(Saved entries)
-------

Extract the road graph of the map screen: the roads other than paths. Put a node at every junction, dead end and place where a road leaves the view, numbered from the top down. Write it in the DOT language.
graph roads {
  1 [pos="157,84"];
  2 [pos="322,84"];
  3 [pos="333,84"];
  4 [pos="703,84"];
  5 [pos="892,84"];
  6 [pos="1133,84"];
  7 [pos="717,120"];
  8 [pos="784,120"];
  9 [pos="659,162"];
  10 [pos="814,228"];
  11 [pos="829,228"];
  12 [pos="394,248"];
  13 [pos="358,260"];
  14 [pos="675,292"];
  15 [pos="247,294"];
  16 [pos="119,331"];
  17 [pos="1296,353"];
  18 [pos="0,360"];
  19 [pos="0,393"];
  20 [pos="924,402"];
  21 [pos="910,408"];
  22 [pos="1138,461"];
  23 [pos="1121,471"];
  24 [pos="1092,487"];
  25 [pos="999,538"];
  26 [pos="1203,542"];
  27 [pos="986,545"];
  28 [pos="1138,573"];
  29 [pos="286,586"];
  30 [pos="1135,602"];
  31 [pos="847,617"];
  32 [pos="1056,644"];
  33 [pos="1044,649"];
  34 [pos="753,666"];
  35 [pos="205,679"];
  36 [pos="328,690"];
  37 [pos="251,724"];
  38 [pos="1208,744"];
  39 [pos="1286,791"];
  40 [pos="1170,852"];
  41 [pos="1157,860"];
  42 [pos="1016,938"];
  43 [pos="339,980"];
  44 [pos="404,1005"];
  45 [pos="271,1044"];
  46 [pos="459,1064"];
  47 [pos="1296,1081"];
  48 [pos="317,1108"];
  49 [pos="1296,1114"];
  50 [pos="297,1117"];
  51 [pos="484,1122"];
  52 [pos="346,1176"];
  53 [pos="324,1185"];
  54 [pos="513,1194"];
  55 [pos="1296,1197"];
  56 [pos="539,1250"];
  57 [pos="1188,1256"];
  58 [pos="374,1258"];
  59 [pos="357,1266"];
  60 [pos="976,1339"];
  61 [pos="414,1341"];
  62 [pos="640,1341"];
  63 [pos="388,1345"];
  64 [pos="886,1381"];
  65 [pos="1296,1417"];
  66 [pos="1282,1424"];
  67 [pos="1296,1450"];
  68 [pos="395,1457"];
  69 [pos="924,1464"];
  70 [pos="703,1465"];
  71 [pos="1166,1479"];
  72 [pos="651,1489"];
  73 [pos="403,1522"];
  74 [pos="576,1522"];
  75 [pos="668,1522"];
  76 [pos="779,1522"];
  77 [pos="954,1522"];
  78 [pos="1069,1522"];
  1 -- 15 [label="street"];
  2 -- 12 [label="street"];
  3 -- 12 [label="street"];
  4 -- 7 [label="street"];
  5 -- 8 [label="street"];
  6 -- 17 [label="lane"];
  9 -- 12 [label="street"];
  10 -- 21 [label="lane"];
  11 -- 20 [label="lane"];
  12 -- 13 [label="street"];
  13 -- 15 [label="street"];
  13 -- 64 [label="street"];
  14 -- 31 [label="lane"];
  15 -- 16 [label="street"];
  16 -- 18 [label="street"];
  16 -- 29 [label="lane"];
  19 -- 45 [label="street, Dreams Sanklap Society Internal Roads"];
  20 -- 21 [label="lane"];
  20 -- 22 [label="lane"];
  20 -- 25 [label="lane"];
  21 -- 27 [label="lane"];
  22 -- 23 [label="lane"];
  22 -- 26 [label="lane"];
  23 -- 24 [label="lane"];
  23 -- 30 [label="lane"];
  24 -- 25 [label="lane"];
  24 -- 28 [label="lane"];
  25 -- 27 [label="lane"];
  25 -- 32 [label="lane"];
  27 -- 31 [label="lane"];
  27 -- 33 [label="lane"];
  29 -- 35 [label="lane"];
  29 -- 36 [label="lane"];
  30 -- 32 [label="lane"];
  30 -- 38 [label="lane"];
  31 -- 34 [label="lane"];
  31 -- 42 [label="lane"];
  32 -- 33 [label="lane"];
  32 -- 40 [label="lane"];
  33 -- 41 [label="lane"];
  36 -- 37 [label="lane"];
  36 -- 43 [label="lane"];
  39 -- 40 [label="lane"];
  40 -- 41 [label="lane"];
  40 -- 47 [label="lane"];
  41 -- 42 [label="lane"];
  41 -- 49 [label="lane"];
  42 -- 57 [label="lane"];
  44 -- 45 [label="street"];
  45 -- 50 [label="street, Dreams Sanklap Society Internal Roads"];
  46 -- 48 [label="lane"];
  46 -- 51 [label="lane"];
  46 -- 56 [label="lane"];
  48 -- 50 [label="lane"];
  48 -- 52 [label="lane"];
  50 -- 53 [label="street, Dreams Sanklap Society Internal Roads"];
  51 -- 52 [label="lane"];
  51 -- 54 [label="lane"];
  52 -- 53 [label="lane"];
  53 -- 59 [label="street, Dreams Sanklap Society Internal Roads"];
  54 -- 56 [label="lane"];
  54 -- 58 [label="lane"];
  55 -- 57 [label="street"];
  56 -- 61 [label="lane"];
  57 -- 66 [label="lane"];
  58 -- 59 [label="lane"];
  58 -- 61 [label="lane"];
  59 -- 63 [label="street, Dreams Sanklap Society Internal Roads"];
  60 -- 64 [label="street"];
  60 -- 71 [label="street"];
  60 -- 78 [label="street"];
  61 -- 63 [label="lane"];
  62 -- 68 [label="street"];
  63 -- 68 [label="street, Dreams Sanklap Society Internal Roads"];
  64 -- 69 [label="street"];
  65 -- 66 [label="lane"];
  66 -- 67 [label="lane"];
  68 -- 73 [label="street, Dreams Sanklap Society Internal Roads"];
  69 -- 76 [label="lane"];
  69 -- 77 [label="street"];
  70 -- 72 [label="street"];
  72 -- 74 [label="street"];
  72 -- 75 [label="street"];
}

-------

Without altering a single character, write out every record above.

Extract the road graph of the map screen: the roads other than paths. Put a node at every junction, dead end and place where a road leaves the view, numbered from the top down. Write it in the DOT language.
graph roads {
  1 [pos="157,84"];
  2 [pos="322,84"];
  3 [pos="333,84"];
  4 [pos="703,84"];
  5 [pos="892,84"];
  6 [pos="1133,84"];
  7 [pos="717,120"];
  8 [pos="784,120"];
  9 [pos="659,162"];
  10 [pos="814,228"];
  11 [pos="829,228"];
  12 [pos="394,248"];
  13 [pos="358,260"];
  14 [pos="675,292"];
  15 [pos="247,294"];
  16 [pos="119,331"];
  17 [pos="1296,353"];
  18 [pos="0,360"];
  19 [pos="0,393"];
  20 [pos="924,402"];
  21 [pos="910,408"];
  22 [pos="1138,461"];
  23 [pos="1121,471"];
  24 [pos="1092,487"];
  25 [pos="999,538"];
  26 [pos="1203,542"];
  27 [pos="986,545"];
  28 [pos="1138,573"];
  29 [pos="286,586"];
  30 [pos="1135,602"];
  31 [pos="847,617"];
  32 [pos="1056,644"];
  33 [pos="1044,649"];
  34 [pos="753,666"];
  35 [pos="205,679"];
  36 [pos="328,690"];
  37 [pos="251,724"];
  38 [pos="1208,744"];
  39 [pos="1286,791"];
  40 [pos="1170,852"];
  41 [pos="1157,860"];
  42 [pos="1016,938"];
  43 [pos="339,980"];
  44 [pos="404,1005"];
  45 [pos="271,1044"];
  46 [pos="459,1064"];
  47 [pos="1296,1081"];
  48 [pos="317,1108"];
  49 [pos="1296,1114"];
  50 [pos="297,1117"];
  51 [pos="484,1122"];
  52 [pos="346,1176"];
  53 [pos="324,1185"];
  54 [pos="513,1194"];
  55 [pos="1296,1197"];
  56 [pos="539,1250"];
  57 [pos="1188,1256"];
  58 [pos="374,1258"];
  59 [pos="357,1266"];
  60 [pos="976,1339"];
  61 [pos="414,1341"];
  62 [pos="640,1341"];
  63 [pos="388,1345"];
  64 [pos="886,1381"];
  65 [pos="1296,1417"];
  66 [pos="1282,1424"];
  67 [pos="1296,1450"];
  68 [pos="395,1457"];
  69 [pos="924,1464"];
  70 [pos="703,1465"];
  71 [pos="1166,1479"];
  72 [pos="651,1489"];
  73 [pos="403,1522"];
  74 [pos="576,1522"];
  75 [pos="668,1522"];
  76 [pos="779,1522"];
  77 [pos="954,1522"];
  78 [pos="1069,1522"];
  1 -- 15 [label="street"];
  2 -- 12 [label="street"];
  3 -- 12 [label="street"];
  4 -- 7 [label="street"];
  5 -- 8 [label="street"];
  6 -- 17 [label="lane"];
  9 -- 12 [label="street"];
  10 -- 21 [label="lane"];
  11 -- 20 [label="lane"];
  12 -- 13 [label="street"];
  13 -- 15 [label="street"];
  13 -- 64 [label="street"];
  14 -- 31 [label="lane"];
  15 -- 16 [label="street"];
  16 -- 18 [label="street"];
  16 -- 29 [label="lane"];
  19 -- 45 [label="street, Dreams Sanklap Society Internal Roads"];
  20 -- 21 [label="lane"];
  20 -- 22 [label="lane"];
  20 -- 25 [label="lane"];
  21 -- 27 [label="lane"];
  22 -- 23 [label="lane"];
  22 -- 26 [label="lane"];
  23 -- 24 [label="lane"];
  23 -- 30 [label="lane"];
  24 -- 25 [label="lane"];
  24 -- 28 [label="lane"];
  25 -- 27 [label="lane"];
  25 -- 32 [label="lane"];
  27 -- 31 [label="lane"];
  27 -- 33 [label="lane"];
  29 -- 35 [label="lane"];
  29 -- 36 [label="lane"];
  30 -- 32 [label="lane"];
  30 -- 38 [label="lane"];
  31 -- 34 [label="lane"];
  31 -- 42 [label="lane"];
  32 -- 33 [label="lane"];
  32 -- 40 [label="lane"];
  33 -- 41 [label="lane"];
  36 -- 37 [label="lane"];
  36 -- 43 [label="lane"];
  39 -- 40 [label="lane"];
  40 -- 41 [label="lane"];
  40 -- 47 [label="lane"];
  41 -- 42 [label="lane"];
  41 -- 49 [label="lane"];
  42 -- 57 [label="lane"];
  44 -- 45 [label="street"];
  45 -- 50 [label="street, Dreams Sanklap Society Internal Roads"];
  46 -- 48 [label="lane"];
  46 -- 51 [label="lane"];
  46 -- 56 [label="lane"];
  48 -- 50 [label="lane"];
  48 -- 52 [label="lane"];
  50 -- 53 [label="street, Dreams Sanklap Society Internal Roads"];
  51 -- 52 [label="lane"];
  51 -- 54 [label="lane"];
  52 -- 53 [label="lane"];
  53 -- 59 [label="street, Dreams Sanklap Society Internal Roads"];
  54 -- 56 [label="lane"];
  54 -- 58 [label="lane"];
  55 -- 57 [label="street"];
  56 -- 61 [label="lane"];
  57 -- 66 [label="lane"];
  58 -- 59 [label="lane"];
  58 -- 61 [label="lane"];
  59 -- 63 [label="street, Dreams Sanklap Society Internal Roads"];
  60 -- 64 [label="street"];
  60 -- 71 [label="street"];
  60 -- 78 [label="street"];
  61 -- 63 [label="lane"];
  62 -- 68 [label="street"];
  63 -- 68 [label="street, Dreams Sanklap Society Internal Roads"];
  64 -- 69 [label="street"];
  65 -- 66 [label="lane"];
  66 -- 67 [label="lane"];
  68 -- 73 [label="street, Dreams Sanklap Society Internal Roads"];
  69 -- 76 [label="lane"];
  69 -- 77 [label="street"];
  70 -- 72 [label="street"];
  72 -- 74 [label="street"];
  72 -- 75 [label="street"];
}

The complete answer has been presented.